But we find in his _Prayers
and Meditations_, p. 25, a prayer entitled 'On the Study of Philosophy,
as an Instrument of living;' and after it follows a note, 'This study
was not pursued.'
On the 13th of the same month he wrote in his _Journal_ the following
scheme of life, for Sunday:
'Having lived' (as he with tenderness of conscience expresses himself)
'not without an habitual reverence for the Sabbath, yet without that
attention to its religious duties which Christianity requires;
'1. To rise early, and in order to it, to go to sleep early on Saturday.
'2. To use some extraordinary devotion in the morning.
'3. To examine the tenour of my life, and particularly the last week;
and to mark my advances in religion, or recession from it.
'4. To read the Scripture methodically with such helps as are at hand.
'5. To go to church twice.
'6. To read books of Divinity, either speculative or practical.

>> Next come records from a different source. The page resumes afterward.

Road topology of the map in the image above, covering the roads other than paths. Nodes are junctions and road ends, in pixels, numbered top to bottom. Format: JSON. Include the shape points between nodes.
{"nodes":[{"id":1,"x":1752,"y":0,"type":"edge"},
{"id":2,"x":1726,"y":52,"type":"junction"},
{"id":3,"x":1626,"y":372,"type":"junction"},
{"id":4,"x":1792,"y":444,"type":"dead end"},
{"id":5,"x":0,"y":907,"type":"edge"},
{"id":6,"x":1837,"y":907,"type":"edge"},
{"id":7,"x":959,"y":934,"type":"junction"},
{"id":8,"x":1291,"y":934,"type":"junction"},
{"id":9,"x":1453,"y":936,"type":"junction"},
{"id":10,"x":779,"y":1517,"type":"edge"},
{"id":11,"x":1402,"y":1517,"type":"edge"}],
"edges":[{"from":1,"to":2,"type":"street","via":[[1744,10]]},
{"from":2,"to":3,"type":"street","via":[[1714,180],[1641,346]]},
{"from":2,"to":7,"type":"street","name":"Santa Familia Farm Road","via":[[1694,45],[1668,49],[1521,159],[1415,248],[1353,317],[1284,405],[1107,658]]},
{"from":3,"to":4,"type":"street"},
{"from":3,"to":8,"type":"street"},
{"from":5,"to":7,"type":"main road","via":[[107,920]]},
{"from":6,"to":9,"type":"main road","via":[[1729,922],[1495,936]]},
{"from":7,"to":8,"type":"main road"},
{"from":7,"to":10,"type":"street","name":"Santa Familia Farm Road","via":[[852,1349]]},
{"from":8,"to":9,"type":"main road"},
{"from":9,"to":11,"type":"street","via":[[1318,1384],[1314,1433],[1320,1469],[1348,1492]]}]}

'7. To instruct my family.
'8. To wear off by meditation any worldly soil contracted in the week.'
1756: AETAT. 47.--In 1756 Johnson found that the great fame of his
_Dictionary_ had not set him above the necessity of 'making provision
for the day that was passing over him[888].'
[Page 304: Payment for the DICTIONARY. A.D. 1756.]
No royal or noble patron extended a munificent hand to give independence
to the man who had conferred stability on the language of his country.